**ABOUT THIS EXERCISE**
Pictures aside, the data must be reproduced exactly.

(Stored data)

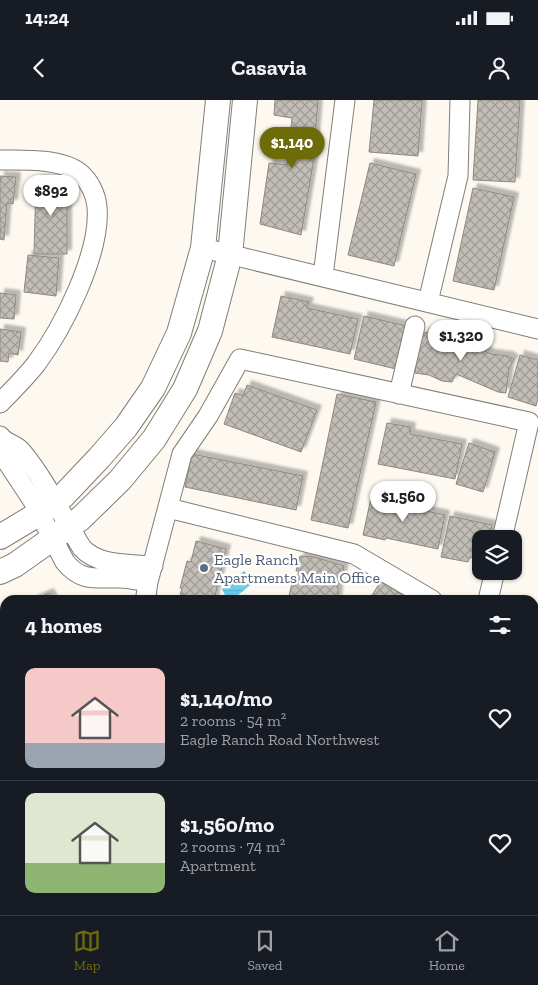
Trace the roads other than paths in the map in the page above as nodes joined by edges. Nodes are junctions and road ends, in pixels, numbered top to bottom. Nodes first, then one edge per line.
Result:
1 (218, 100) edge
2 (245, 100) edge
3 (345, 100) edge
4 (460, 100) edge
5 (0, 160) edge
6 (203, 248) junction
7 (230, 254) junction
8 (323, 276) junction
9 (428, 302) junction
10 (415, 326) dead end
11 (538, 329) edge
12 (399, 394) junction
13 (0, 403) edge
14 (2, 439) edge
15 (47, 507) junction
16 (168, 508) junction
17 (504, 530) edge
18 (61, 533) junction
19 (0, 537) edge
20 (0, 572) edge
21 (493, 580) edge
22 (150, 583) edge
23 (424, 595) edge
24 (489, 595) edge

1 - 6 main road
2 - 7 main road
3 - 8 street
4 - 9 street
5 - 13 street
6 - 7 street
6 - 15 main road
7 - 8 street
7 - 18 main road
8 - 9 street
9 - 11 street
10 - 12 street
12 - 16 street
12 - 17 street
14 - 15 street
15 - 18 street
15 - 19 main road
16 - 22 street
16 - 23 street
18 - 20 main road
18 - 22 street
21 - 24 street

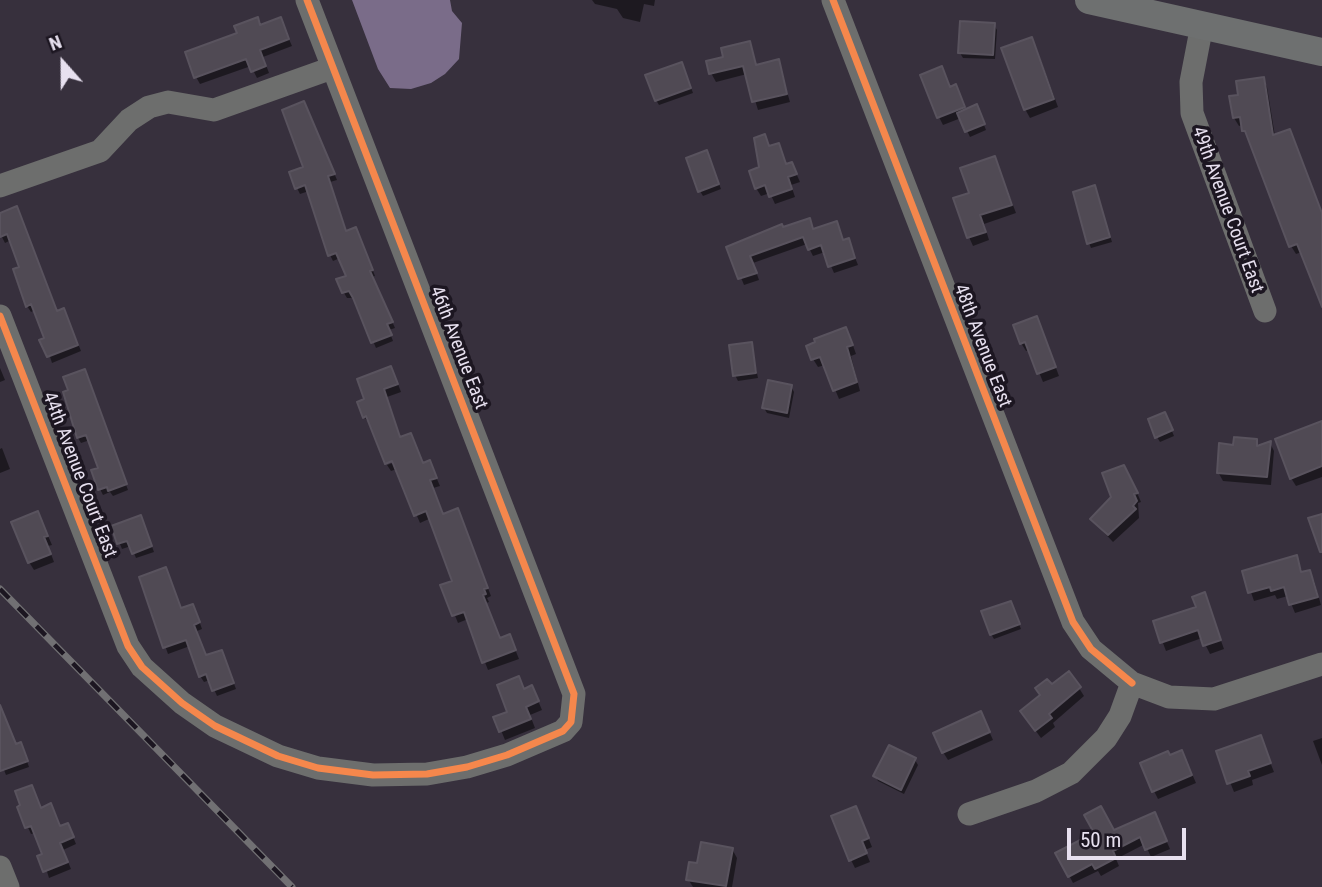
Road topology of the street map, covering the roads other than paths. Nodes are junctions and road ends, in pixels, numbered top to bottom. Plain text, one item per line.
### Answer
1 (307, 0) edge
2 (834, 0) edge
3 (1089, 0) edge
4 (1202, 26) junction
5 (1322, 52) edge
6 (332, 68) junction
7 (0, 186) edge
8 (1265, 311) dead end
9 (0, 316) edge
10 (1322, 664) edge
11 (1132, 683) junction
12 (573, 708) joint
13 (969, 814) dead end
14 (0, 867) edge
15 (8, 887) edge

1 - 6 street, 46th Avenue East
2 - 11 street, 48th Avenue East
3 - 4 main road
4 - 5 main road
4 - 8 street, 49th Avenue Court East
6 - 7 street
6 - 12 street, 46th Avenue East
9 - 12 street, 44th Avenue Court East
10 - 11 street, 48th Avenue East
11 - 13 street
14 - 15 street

**SOLUTION**
Trace the roads other than paths in the map in the page above as nodes joined by edges. Nodes are junctions and road ends, in pixels, numbered top to bottom. Nodes first, then one edge per line.
Result:
1 (218, 100) edge
2 (245, 100) edge
3 (345, 100) edge
4 (460, 100) edge
5 (0, 160) edge
6 (203, 248) junction
7 (230, 254) junction
8 (323, 276) junction
9 (428, 302) junction
10 (415, 326) dead end
11 (538, 329) edge
12 (399, 394) junction
13 (0, 403) edge
14 (2, 439) edge
15 (47, 507) junction
16 (168, 508) junction
17 (504, 530) edge
18 (61, 533) junction
19 (0, 537) edge
20 (0, 572) edge
21 (493, 580) edge
22 (150, 583) edge
23 (424, 595) edge
24 (489, 595) edge

1 - 6 main road
2 - 7 main road
3 - 8 street
4 - 9 street
5 - 13 street
6 - 7 street
6 - 15 main road
7 - 8 street
7 - 18 main road
8 - 9 street
9 - 11 street
10 - 12 street
12 - 16 street
12 - 17 street
14 - 15 street
15 - 18 street
15 - 19 main road
16 - 22 street
16 - 23 street
18 - 20 main road
18 - 22 street
21 - 24 street

Road topology of the street map, covering the roads other than paths. Nodes are junctions and road ends, in pixels, numbered top to bottom. Plain text, one item per line.
### Answer
1 (307, 0) edge
2 (834, 0) edge
3 (1089, 0) edge
4 (1202, 26) junction
5 (1322, 52) edge
6 (332, 68) junction
7 (0, 186) edge
8 (1265, 311) dead end
9 (0, 316) edge
10 (1322, 664) edge
11 (1132, 683) junction
12 (573, 708) joint
13 (969, 814) dead end
14 (0, 867) edge
15 (8, 887) edge

1 - 6 street, 46th Avenue East
2 - 11 street, 48th Avenue East
3 - 4 main road
4 - 5 main road
4 - 8 street, 49th Avenue Court East
6 - 7 street
6 - 12 street, 46th Avenue East
9 - 12 street, 44th Avenue Court East
10 - 11 street, 48th Avenue East
11 - 13 street
14 - 15 street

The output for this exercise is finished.